Fourth, the deforestation literature reflects the Ricardian model of land conversion by emphasizing the biophysical capacity of the land. In the case of the PSA, Ortiz, Sage, and Borge (2003) predicted only marginal lands would be enrolled in PSA given the payment level. Biophysical capacity is often summarized in the deforestation literature by slope (Joppa and Pfaff 2010; Kaimowitz and Angelsen 1998), which has been found to be positively correlated with PSA participation (Zbinden and Lee 2005).
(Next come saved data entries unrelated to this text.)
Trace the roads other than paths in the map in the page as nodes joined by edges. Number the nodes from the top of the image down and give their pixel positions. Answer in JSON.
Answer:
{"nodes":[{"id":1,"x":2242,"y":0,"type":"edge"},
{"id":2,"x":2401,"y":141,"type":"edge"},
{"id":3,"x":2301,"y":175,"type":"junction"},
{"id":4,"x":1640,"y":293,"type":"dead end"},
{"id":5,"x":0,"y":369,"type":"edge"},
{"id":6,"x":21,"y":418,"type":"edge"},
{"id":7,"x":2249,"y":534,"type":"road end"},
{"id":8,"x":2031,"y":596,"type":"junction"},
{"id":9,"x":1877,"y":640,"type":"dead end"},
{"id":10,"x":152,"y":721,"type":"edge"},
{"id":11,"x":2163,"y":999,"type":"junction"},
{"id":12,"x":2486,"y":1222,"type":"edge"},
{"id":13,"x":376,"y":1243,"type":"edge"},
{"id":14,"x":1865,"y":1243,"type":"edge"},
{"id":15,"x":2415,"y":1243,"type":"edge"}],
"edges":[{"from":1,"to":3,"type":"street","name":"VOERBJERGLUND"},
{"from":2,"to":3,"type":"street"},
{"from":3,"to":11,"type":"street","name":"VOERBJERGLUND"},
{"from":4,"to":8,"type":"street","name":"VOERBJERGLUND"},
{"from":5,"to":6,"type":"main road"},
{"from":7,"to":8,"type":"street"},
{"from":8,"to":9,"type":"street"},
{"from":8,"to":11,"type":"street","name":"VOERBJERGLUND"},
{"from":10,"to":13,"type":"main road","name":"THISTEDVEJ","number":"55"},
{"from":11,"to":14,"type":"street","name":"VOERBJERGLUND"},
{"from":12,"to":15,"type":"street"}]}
Thus we match on the percentage of steeply sloped land on the farm, as reported by the farmer.10 Finally, we want to ensure the baseline forest cover trends stays similar among treated and matched control units, so we match on forest cover change between 1986 and 1992.11
Based on an assessment of covariate balance quality across a variety of matching methods (Ho et al. 2007; Sekhon 2007b), we chose one-to-one, nearest-neighbor covariate matching with replacement using a generalized version of the Mahalanobis distance metric and genetic matching algorithm that maximizes covariate balance (Diamond and Sekhon 2006). Matching was done in R (Sekhon 2007a). We use a postmatching biascorrection procedure that asymptotically removes the conditional bias in finite samples (Abadie and Imbens 2006b). Bootstrapped standard errors are invalid with nonsmooth, nearest-neighbor matching with replacement (Abadie and Imbens 2006a), and thus we use Abadie and Imbens’ (2006b) variance formula to conduct a t-test of the mean DID.
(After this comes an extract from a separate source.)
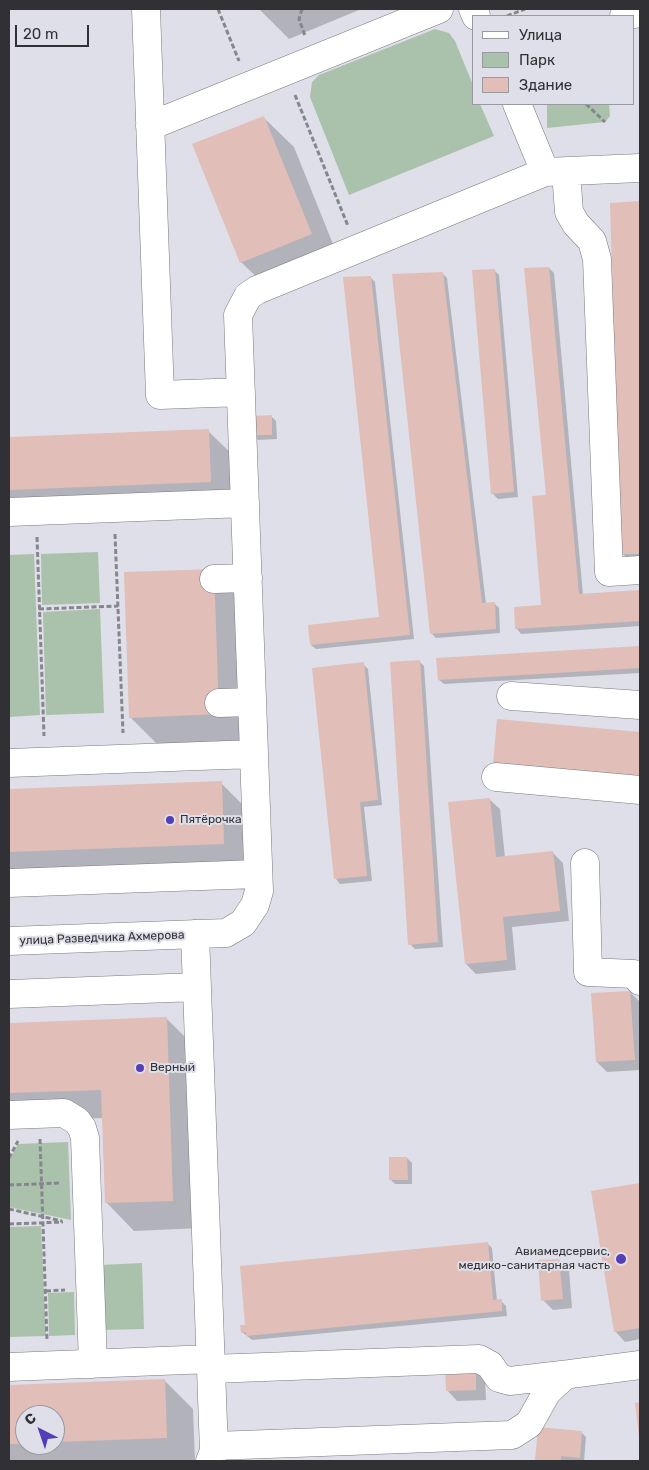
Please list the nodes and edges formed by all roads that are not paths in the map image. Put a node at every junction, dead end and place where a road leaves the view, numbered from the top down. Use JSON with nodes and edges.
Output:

Table 1 shows some metrics of covariate balance before and after matching for the sample with imputed values (see appendix for more information on balancing). The fifth and sixth columns of Table 1 present two measures of the differences in the covariate distributions between PSA and non-PSA farms: the difference in means and the average distance between the two empirical quantile functions (values greater than 0 indicate deviations between the groups in some part of the empirical distribution). Appendix Tables A1 and A2 present other balance measures. If matching is effective, these measures should move toward zero (Ho et al. 2007), which is what we observe. Prior to matching, six out of the six variables exhibited statistically significant differences at the 5% level in either means (t-test) or in the overall distributions (Kolmogorov-Smirnov test with bootstrapped p-values) (Sekhon 2007b). After matching, none showed a difference.
To further address concerns about potential bias, we also present estimates based on matching using calipers to improve covariate balance. Calipers define a tolerance level for judging the quality of the matches: if available controls are not good matches for a treated unit (i.e., there is no match within the caliper), the unit is eliminated from the sample. Calipers reduce potential bias, but at the cost of estimating a treatment effect for only a subset of the sample. In our study, we view calipers as a robustness check. We define the caliper as one standard deviation of each matching covariate.
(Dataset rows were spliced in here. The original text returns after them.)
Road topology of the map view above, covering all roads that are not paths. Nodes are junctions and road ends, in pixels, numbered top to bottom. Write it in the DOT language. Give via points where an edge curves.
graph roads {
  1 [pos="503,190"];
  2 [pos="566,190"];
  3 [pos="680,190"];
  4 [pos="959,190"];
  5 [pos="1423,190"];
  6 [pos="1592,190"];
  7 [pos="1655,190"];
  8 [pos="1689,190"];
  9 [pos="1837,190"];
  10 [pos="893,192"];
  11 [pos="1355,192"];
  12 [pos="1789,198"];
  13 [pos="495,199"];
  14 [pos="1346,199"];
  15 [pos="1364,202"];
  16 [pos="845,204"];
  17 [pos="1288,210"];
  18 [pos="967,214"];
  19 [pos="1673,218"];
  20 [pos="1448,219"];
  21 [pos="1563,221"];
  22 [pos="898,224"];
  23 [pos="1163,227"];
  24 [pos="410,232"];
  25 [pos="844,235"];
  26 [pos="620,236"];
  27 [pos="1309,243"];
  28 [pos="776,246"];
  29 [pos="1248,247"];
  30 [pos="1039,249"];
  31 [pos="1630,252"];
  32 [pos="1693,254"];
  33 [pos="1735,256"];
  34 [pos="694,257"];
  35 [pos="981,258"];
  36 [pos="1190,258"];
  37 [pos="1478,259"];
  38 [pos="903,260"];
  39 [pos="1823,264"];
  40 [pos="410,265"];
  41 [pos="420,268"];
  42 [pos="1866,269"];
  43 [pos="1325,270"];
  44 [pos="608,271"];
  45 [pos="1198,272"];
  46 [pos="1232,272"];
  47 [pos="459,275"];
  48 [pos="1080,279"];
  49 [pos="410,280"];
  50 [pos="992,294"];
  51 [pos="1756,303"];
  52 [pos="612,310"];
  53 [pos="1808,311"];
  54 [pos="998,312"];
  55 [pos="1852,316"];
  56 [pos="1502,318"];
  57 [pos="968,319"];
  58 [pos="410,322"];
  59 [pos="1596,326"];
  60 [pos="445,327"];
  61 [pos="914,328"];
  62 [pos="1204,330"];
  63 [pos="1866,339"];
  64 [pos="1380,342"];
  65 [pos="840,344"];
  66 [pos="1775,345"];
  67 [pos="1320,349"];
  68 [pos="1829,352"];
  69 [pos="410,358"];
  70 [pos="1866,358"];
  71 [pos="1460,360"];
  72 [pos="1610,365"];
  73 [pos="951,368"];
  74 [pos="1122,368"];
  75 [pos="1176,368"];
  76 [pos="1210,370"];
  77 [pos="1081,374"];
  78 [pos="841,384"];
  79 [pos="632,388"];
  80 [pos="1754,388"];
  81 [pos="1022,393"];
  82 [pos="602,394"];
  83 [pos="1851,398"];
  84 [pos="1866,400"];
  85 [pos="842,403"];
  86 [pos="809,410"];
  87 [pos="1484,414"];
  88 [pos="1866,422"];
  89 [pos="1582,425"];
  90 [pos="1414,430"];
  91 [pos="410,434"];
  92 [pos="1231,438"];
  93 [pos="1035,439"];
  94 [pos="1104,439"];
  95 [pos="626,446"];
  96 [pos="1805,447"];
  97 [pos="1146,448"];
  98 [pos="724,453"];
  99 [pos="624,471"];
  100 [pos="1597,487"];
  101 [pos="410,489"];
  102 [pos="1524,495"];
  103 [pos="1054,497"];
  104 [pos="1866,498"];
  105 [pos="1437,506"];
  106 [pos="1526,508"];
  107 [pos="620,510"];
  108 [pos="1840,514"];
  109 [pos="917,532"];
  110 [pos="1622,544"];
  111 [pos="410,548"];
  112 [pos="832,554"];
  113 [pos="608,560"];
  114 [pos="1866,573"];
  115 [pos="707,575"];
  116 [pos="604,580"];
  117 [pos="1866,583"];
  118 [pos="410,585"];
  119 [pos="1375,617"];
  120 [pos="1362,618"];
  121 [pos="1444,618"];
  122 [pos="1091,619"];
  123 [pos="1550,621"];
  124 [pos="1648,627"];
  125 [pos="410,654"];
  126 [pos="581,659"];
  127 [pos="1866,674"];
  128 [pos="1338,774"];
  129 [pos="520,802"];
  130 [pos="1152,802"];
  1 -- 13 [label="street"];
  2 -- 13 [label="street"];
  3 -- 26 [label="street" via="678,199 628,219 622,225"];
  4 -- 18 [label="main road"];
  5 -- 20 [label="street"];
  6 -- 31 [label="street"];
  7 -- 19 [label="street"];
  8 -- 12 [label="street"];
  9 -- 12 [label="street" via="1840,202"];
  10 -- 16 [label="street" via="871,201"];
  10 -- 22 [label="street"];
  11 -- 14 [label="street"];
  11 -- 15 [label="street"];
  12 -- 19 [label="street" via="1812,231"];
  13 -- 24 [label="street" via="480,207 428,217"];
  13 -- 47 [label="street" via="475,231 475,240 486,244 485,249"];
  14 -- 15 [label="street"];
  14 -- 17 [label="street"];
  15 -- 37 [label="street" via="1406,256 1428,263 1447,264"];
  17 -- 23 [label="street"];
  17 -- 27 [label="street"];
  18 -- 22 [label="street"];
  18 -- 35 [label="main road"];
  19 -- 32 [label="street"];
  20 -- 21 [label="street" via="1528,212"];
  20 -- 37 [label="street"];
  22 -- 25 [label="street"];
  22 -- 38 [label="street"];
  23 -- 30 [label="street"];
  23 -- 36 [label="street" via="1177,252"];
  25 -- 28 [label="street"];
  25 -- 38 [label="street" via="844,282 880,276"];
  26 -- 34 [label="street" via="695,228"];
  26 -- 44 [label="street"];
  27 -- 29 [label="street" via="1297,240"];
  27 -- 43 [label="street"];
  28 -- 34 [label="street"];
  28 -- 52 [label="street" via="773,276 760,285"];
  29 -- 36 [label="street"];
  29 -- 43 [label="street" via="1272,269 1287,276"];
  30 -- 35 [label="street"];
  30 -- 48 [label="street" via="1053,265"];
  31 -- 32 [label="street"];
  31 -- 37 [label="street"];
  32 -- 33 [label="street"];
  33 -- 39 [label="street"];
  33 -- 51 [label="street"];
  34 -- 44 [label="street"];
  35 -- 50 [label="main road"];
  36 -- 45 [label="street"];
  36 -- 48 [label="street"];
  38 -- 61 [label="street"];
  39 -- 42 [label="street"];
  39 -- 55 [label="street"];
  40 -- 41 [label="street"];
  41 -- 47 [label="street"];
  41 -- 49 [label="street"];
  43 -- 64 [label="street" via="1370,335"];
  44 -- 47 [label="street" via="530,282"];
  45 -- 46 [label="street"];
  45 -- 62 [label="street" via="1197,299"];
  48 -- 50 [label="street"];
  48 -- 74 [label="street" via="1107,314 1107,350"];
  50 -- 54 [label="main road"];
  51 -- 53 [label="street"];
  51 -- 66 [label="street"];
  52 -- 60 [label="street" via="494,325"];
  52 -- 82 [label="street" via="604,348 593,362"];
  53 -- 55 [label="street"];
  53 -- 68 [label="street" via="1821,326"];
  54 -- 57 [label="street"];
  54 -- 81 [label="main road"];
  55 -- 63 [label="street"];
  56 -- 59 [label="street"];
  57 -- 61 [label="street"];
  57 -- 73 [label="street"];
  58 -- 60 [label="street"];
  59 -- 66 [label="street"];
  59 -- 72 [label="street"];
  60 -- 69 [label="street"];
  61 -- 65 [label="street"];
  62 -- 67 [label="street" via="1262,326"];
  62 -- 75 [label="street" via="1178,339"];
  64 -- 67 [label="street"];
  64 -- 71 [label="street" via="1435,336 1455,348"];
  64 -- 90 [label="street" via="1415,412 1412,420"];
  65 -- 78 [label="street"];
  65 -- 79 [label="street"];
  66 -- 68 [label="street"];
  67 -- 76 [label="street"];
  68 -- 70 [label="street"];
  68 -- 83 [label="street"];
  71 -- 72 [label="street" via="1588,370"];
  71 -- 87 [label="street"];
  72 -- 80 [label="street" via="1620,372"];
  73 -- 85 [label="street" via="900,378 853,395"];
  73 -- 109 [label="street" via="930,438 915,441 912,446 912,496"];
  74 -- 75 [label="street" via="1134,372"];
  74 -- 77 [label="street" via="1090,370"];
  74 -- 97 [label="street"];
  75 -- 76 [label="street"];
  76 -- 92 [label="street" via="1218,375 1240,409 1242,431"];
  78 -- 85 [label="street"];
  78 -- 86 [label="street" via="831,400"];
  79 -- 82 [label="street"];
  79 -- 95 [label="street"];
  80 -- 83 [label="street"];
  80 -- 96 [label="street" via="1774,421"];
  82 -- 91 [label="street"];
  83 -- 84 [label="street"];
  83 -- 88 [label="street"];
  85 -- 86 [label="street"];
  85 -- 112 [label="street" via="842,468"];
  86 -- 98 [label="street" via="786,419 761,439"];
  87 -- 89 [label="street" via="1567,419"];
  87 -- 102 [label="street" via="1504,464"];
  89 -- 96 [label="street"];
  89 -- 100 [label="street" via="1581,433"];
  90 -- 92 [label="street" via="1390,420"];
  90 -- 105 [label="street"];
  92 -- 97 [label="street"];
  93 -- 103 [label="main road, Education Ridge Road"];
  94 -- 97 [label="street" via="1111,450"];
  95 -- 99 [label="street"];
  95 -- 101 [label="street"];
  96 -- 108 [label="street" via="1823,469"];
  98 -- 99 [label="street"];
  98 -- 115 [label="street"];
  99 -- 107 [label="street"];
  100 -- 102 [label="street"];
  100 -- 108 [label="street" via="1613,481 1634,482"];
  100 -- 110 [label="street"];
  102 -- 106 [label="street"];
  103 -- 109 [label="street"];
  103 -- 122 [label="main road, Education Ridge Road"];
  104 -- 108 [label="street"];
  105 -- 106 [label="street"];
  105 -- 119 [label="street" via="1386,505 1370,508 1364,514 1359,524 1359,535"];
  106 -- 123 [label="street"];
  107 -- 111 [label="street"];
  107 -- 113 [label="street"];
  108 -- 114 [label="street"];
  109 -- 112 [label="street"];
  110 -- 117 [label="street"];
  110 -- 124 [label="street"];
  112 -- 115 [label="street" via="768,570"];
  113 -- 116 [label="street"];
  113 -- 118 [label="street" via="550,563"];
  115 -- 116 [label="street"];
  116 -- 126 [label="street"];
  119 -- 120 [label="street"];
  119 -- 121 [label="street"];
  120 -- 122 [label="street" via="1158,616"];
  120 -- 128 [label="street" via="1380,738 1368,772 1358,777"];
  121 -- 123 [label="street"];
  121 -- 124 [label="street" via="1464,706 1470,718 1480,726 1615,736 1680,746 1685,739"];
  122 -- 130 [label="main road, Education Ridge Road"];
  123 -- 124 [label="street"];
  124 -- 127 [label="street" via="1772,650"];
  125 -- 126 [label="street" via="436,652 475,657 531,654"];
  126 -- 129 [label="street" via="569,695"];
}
As an alternative postmatching model to estimate treatment effects and control for imperfect covariate balance, we estimated postmatching, linear regressions with the matching covariates. Given our sample size, we match on a small set of covariates that we believed to be most important to support the DID identification strategy. However, to allay concerns that the six covariates on which we match might not be sufficient to ensure that the trend in forest cover change on control farms is a valid counterfactual, we also run postmatching regressions on an extended set of covariates that might plausibly affect both PSA participation and forest cover change, but which were not used in the matching: age, baseline (1996) absentee landowner status, baseline experience with forestry plantations, percentage of farm with poor soils, baseline experience with private forester-written forestry management plans, birthplace in San Jose (the national capital), and baseline adult labor force. Postmatching regressions adjust for any small remaining imbalances across observable characteristics in the matched sample.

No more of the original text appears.